• TRY IT
A faithful copy of every record is needed here. Images must not appear in it.

====== GIVEN INFORMATION ======

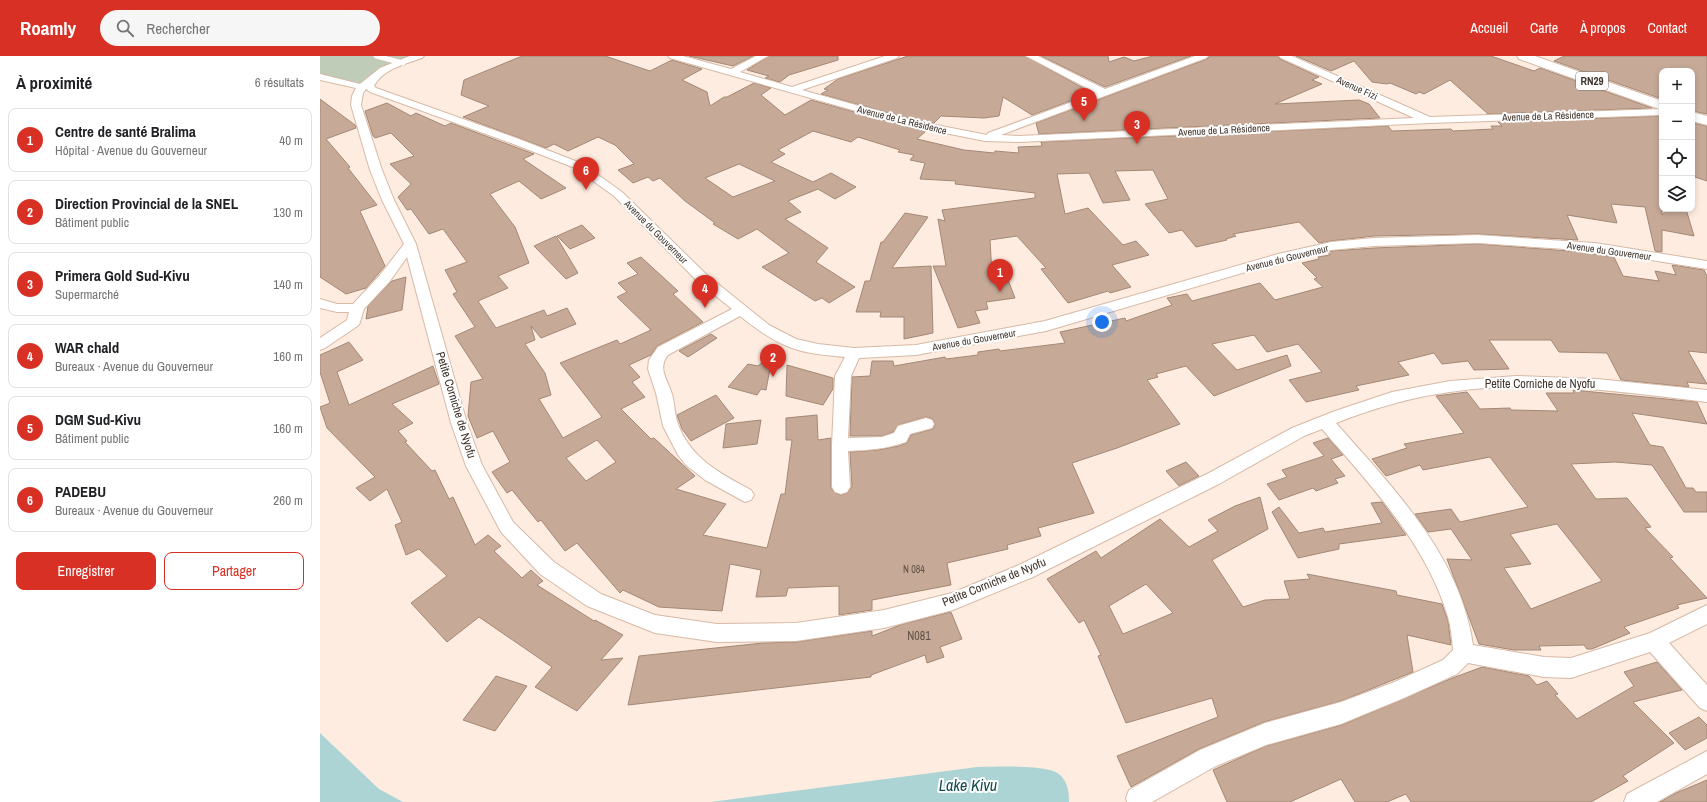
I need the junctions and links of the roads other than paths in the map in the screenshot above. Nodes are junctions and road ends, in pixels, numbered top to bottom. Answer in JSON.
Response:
{"nodes":[{"id":1,"x":376,"y":56,"type":"edge"},
{"id":2,"x":419,"y":56,"type":"edge"},
{"id":3,"x":673,"y":56,"type":"edge"},
{"id":4,"x":763,"y":56,"type":"edge"},
{"id":5,"x":894,"y":56,"type":"edge"},
{"id":6,"x":1031,"y":56,"type":"edge"},
{"id":7,"x":1203,"y":56,"type":"edge"},
{"id":8,"x":1284,"y":56,"type":"edge"},
{"id":9,"x":1523,"y":56,"type":"edge"},
{"id":10,"x":403,"y":62,"type":"junction"},
{"id":11,"x":733,"y":72,"type":"junction"},
{"id":12,"x":320,"y":77,"type":"edge"},
{"id":13,"x":367,"y":83,"type":"junction"},
{"id":14,"x":792,"y":90,"type":"junction"},
{"id":15,"x":1104,"y":93,"type":"junction"},
{"id":16,"x":1659,"y":105,"type":"edge"},
{"id":17,"x":1659,"y":112,"type":"edge"},
{"id":18,"x":1695,"y":117,"type":"edge"},
{"id":19,"x":1430,"y":120,"type":"junction"},
{"id":20,"x":1707,"y":120,"type":"edge"},
{"id":21,"x":985,"y":138,"type":"junction"},
{"id":22,"x":410,"y":244,"type":"junction"},
{"id":23,"x":1707,"y":265,"type":"edge"},
{"id":24,"x":320,"y":303,"type":"edge"},
{"id":25,"x":356,"y":308,"type":"junction"},
{"id":26,"x":741,"y":310,"type":"junction"},
{"id":27,"x":320,"y":345,"type":"edge"},
{"id":28,"x":854,"y":353,"type":"junction"},
{"id":29,"x":1707,"y":396,"type":"edge"},
{"id":30,"x":1325,"y":422,"type":"junction"},
{"id":31,"x":926,"y":424,"type":"dead end"},
{"id":32,"x":840,"y":445,"type":"junction"},
{"id":33,"x":841,"y":487,"type":"dead end"},
{"id":34,"x":745,"y":495,"type":"dead end"},
{"id":35,"x":1707,"y":614,"type":"edge"},
{"id":36,"x":1654,"y":641,"type":"junction"},
{"id":37,"x":1464,"y":653,"type":"junction"},
{"id":38,"x":1707,"y":701,"type":"edge"},
{"id":39,"x":1707,"y":762,"type":"edge"},
{"id":40,"x":1137,"y":798,"type":"dead end"},
{"id":41,"x":1635,"y":802,"type":"edge"}],
"edges":[{"from":1,"to":10,"type":"lane"},
{"from":2,"to":10,"type":"street"},
{"from":3,"to":11,"type":"street"},
{"from":4,"to":11,"type":"street"},
{"from":5,"to":14,"type":"street"},
{"from":6,"to":15,"type":"street"},
{"from":7,"to":15,"type":"street"},
{"from":8,"to":19,"type":"street","name":"Avenue Fizi"},
{"from":9,"to":16,"type":"main road","number":"RN29"},
{"from":10,"to":13,"type":"street"},
{"from":11,"to":14,"type":"street"},
{"from":12,"to":13,"type":"street"},
{"from":13,"to":22,"type":"street","name":"Petite Corniche de Nyofu"},
{"from":13,"to":26,"type":"street","name":"Avenue du Gouverneur"},
{"from":14,"to":21,"type":"street","name":"Avenue de La Résidence"},
{"from":15,"to":21,"type":"street"},
{"from":17,"to":19,"type":"street","name":"Avenue de La Résidence"},
{"from":18,"to":20,"type":"main road"},
{"from":19,"to":21,"type":"street","name":"Avenue de La Résidence"},
{"from":22,"to":25,"type":"street"},
{"from":22,"to":30,"type":"street","name":"Petite Corniche de Nyofu"},
{"from":23,"to":28,"type":"street","name":"Avenue du Gouverneur"},
{"from":24,"to":25,"type":"street"},
{"from":25,"to":27,"type":"street"},
{"from":26,"to":28,"type":"street","name":"Avenue du Gouverneur"},
{"from":26,"to":34,"type":"street"},
{"from":28,"to":32,"type":"street"},
{"from":29,"to":30,"type":"street","name":"Petite Corniche de Nyofu"},
{"from":30,"to":37,"type":"street"},
{"from":31,"to":32,"type":"street"},
{"from":32,"to":33,"type":"street"},
{"from":35,"to":36,"type":"street"},
{"from":36,"to":37,"type":"street"},
{"from":36,"to":38,"type":"street"},
{"from":37,"to":40,"type":"street"},
{"from":39,"to":41,"type":"street"}]}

======

• ANSWER FOR THIS EXERCISE
I need the junctions and links of the roads other than paths in the map in the screenshot above. Nodes are junctions and road ends, in pixels, numbered top to bottom. Answer in JSON.
Response:
{"nodes":[{"id":1,"x":376,"y":56,"type":"edge"},
{"id":2,"x":419,"y":56,"type":"edge"},
{"id":3,"x":673,"y":56,"type":"edge"},
{"id":4,"x":763,"y":56,"type":"edge"},
{"id":5,"x":894,"y":56,"type":"edge"},
{"id":6,"x":1031,"y":56,"type":"edge"},
{"id":7,"x":1203,"y":56,"type":"edge"},
{"id":8,"x":1284,"y":56,"type":"edge"},
{"id":9,"x":1523,"y":56,"type":"edge"},
{"id":10,"x":403,"y":62,"type":"junction"},
{"id":11,"x":733,"y":72,"type":"junction"},
{"id":12,"x":320,"y":77,"type":"edge"},
{"id":13,"x":367,"y":83,"type":"junction"},
{"id":14,"x":792,"y":90,"type":"junction"},
{"id":15,"x":1104,"y":93,"type":"junction"},
{"id":16,"x":1659,"y":105,"type":"edge"},
{"id":17,"x":1659,"y":112,"type":"edge"},
{"id":18,"x":1695,"y":117,"type":"edge"},
{"id":19,"x":1430,"y":120,"type":"junction"},
{"id":20,"x":1707,"y":120,"type":"edge"},
{"id":21,"x":985,"y":138,"type":"junction"},
{"id":22,"x":410,"y":244,"type":"junction"},
{"id":23,"x":1707,"y":265,"type":"edge"},
{"id":24,"x":320,"y":303,"type":"edge"},
{"id":25,"x":356,"y":308,"type":"junction"},
{"id":26,"x":741,"y":310,"type":"junction"},
{"id":27,"x":320,"y":345,"type":"edge"},
{"id":28,"x":854,"y":353,"type":"junction"},
{"id":29,"x":1707,"y":396,"type":"edge"},
{"id":30,"x":1325,"y":422,"type":"junction"},
{"id":31,"x":926,"y":424,"type":"dead end"},
{"id":32,"x":840,"y":445,"type":"junction"},
{"id":33,"x":841,"y":487,"type":"dead end"},
{"id":34,"x":745,"y":495,"type":"dead end"},
{"id":35,"x":1707,"y":614,"type":"edge"},
{"id":36,"x":1654,"y":641,"type":"junction"},
{"id":37,"x":1464,"y":653,"type":"junction"},
{"id":38,"x":1707,"y":701,"type":"edge"},
{"id":39,"x":1707,"y":762,"type":"edge"},
{"id":40,"x":1137,"y":798,"type":"dead end"},
{"id":41,"x":1635,"y":802,"type":"edge"}],
"edges":[{"from":1,"to":10,"type":"lane"},
{"from":2,"to":10,"type":"street"},
{"from":3,"to":11,"type":"street"},
{"from":4,"to":11,"type":"street"},
{"from":5,"to":14,"type":"street"},
{"from":6,"to":15,"type":"street"},
{"from":7,"to":15,"type":"street"},
{"from":8,"to":19,"type":"street","name":"Avenue Fizi"},
{"from":9,"to":16,"type":"main road","number":"RN29"},
{"from":10,"to":13,"type":"street"},
{"from":11,"to":14,"type":"street"},
{"from":12,"to":13,"type":"street"},
{"from":13,"to":22,"type":"street","name":"Petite Corniche de Nyofu"},
{"from":13,"to":26,"type":"street","name":"Avenue du Gouverneur"},
{"from":14,"to":21,"type":"street","name":"Avenue de La Résidence"},
{"from":15,"to":21,"type":"street"},
{"from":17,"to":19,"type":"street","name":"Avenue de La Résidence"},
{"from":18,"to":20,"type":"main road"},
{"from":19,"to":21,"type":"street","name":"Avenue de La Résidence"},
{"from":22,"to":25,"type":"street"},
{"from":22,"to":30,"type":"street","name":"Petite Corniche de Nyofu"},
{"from":23,"to":28,"type":"street","name":"Avenue du Gouverneur"},
{"from":24,"to":25,"type":"street"},
{"from":25,"to":27,"type":"street"},
{"from":26,"to":28,"type":"street","name":"Avenue du Gouverneur"},
{"from":26,"to":34,"type":"street"},
{"from":28,"to":32,"type":"street"},
{"from":29,"to":30,"type":"street","name":"Petite Corniche de Nyofu"},
{"from":30,"to":37,"type":"street"},
{"from":31,"to":32,"type":"street"},
{"from":32,"to":33,"type":"street"},
{"from":35,"to":36,"type":"street"},
{"from":36,"to":37,"type":"street"},
{"from":36,"to":38,"type":"street"},
{"from":37,"to":40,"type":"street"},
{"from":39,"to":41,"type":"street"}]}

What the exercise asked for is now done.